Half-Life and Dose Frequency
The estimated terminal half-life in rats is approximately 3 to 4 hours, which informs the community practice of dividing the total daily dose into two or three administrations across the day. If human pharmacokinetics follow the preclinical pattern, a multi-dose daily regimen would be required to maintain sustained AR occupancy, which is likely relevant to both the desired anabolic effect and the dose-related visual adverse effects.
Metabolism and Excretion
S-4 undergoes Phase I metabolism including hydrolysis of the acetamide group to generate a free amine metabolite, reduction of the nitro group, and hydroxylation of the aromatic rings. Phase II conjugation (glucuronidation, sulfation) follows, and metabolites are excreted primarily in urine. The Phase I metabolites form the analytical signature used by WADA-accredited laboratories and equine doping-control laboratories to detect S-4 abuse; the parent compound and multiple metabolites remain detectable in urine for multiple days after a single oral dose [14].
Drug Interactions and CYP Involvement
Detailed CYP phenotyping of S-4 metabolism is incomplete in published literature. Based on the structural similarity to bicalutamide and related aryl propionamides, CYP3A4 is likely a contributor to hepatic oxidative metabolism, with the implication that strong CYP3A4 inhibitors (e.g., ketoconazole, ritonavir, grapefruit juice constituents) could increase S-4 exposure and vice versa. This has not been systematically studied and should not be used as a basis for clinical decision-making.
7. Safety and Side Effects
Visual Disturbances (Signature Adverse Effect)

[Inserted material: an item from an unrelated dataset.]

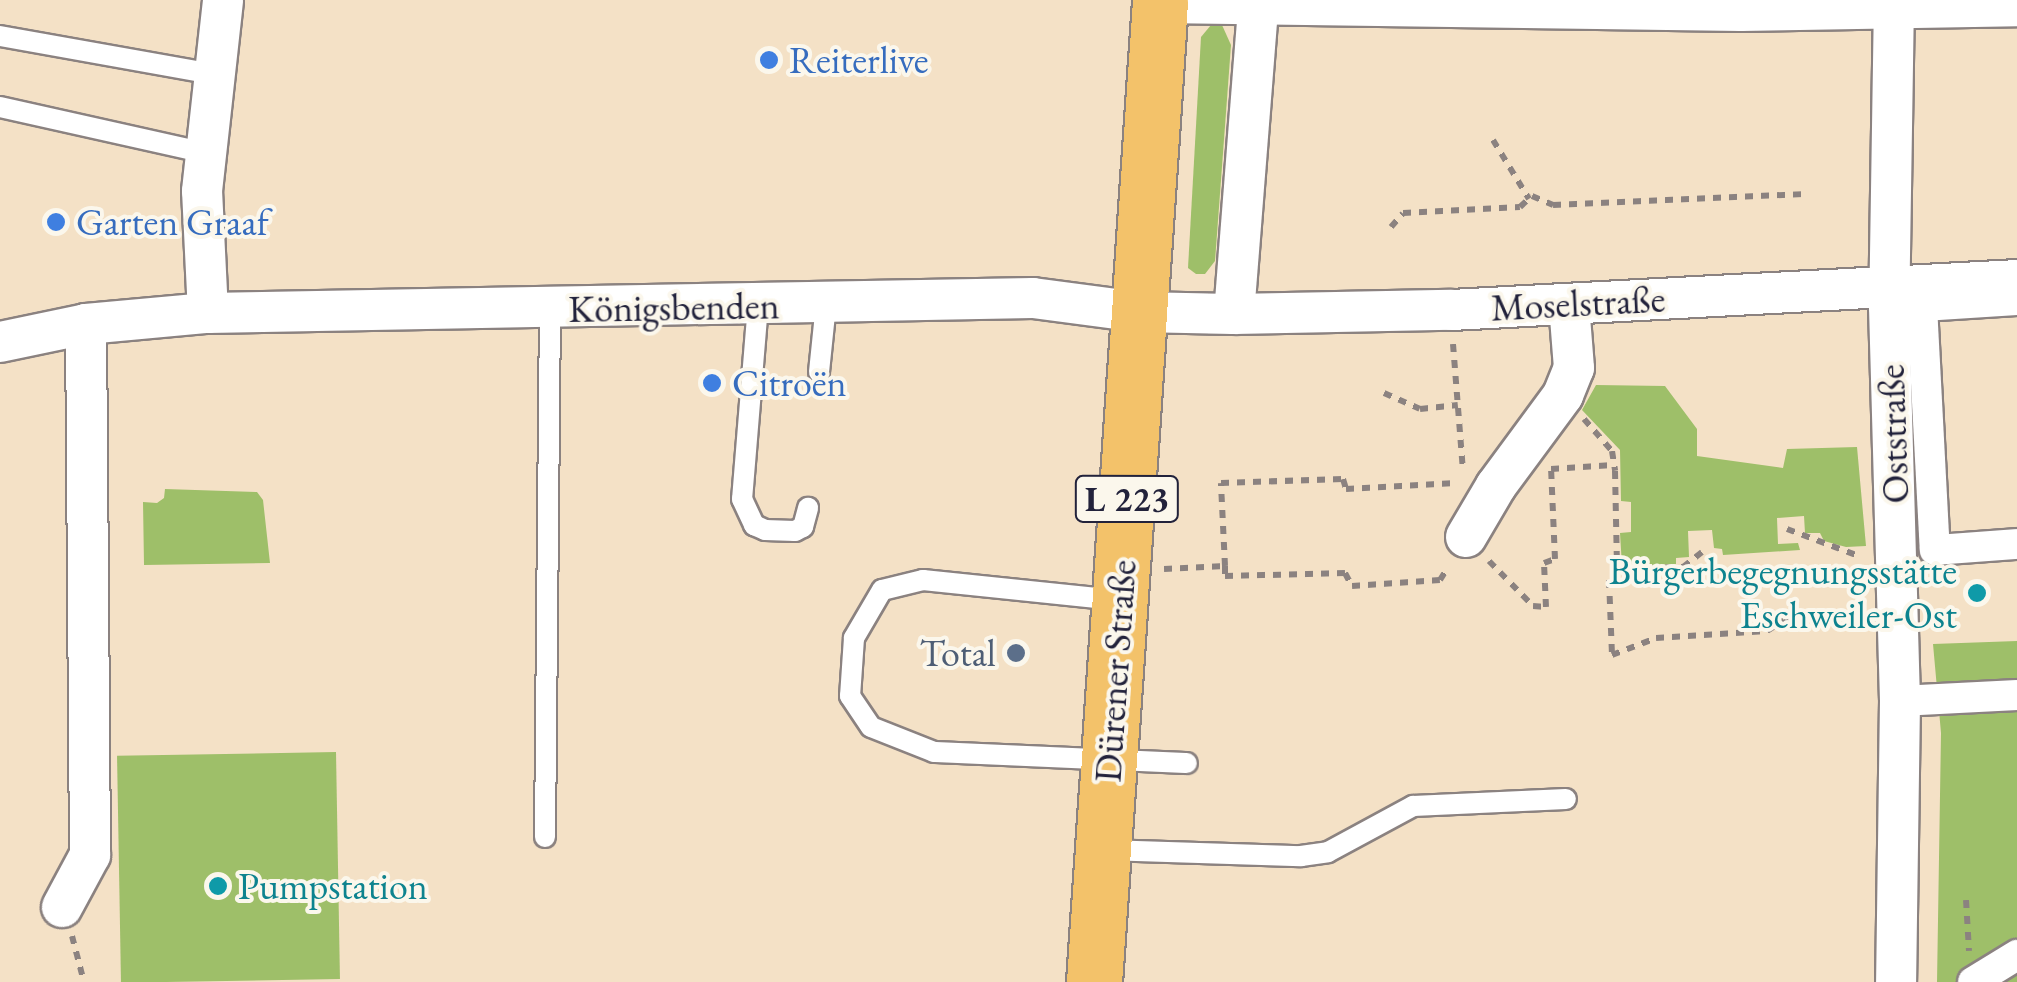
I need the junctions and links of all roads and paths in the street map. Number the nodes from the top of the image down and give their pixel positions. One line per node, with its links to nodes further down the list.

Frequency: Common (dose-dependent)
The most distinctive adverse effect of S-4 is a dose-related visual disturbance consisting of:
- A yellow or greenish tint to vision, particularly noticeable when viewing white surfaces or looking at lights
- Marked reduction in night vision and low-light sensitivity, with users reporting difficulty driving at night or navigating dimly lit environments
- Delayed dark adaptation, such that moving from a brightly lit environment to a dim one produces prolonged periods of near-blindness before the eyes adjust
These effects are typically reversible, resolving over days to a few weeks after cessation, but have been consistently reported across community surveys and clinical review literature [9][16]. The exact molecular mechanism is not definitively established but is hypothesized to involve interaction with melanopsin, rhodopsin, or AR in retinal tissues (see Section 2). Individuals with pre-existing retinal disease, poor baseline night vision, or professions requiring reliable night vision (aviation, trucking, military) should regard this as a serious contraindication.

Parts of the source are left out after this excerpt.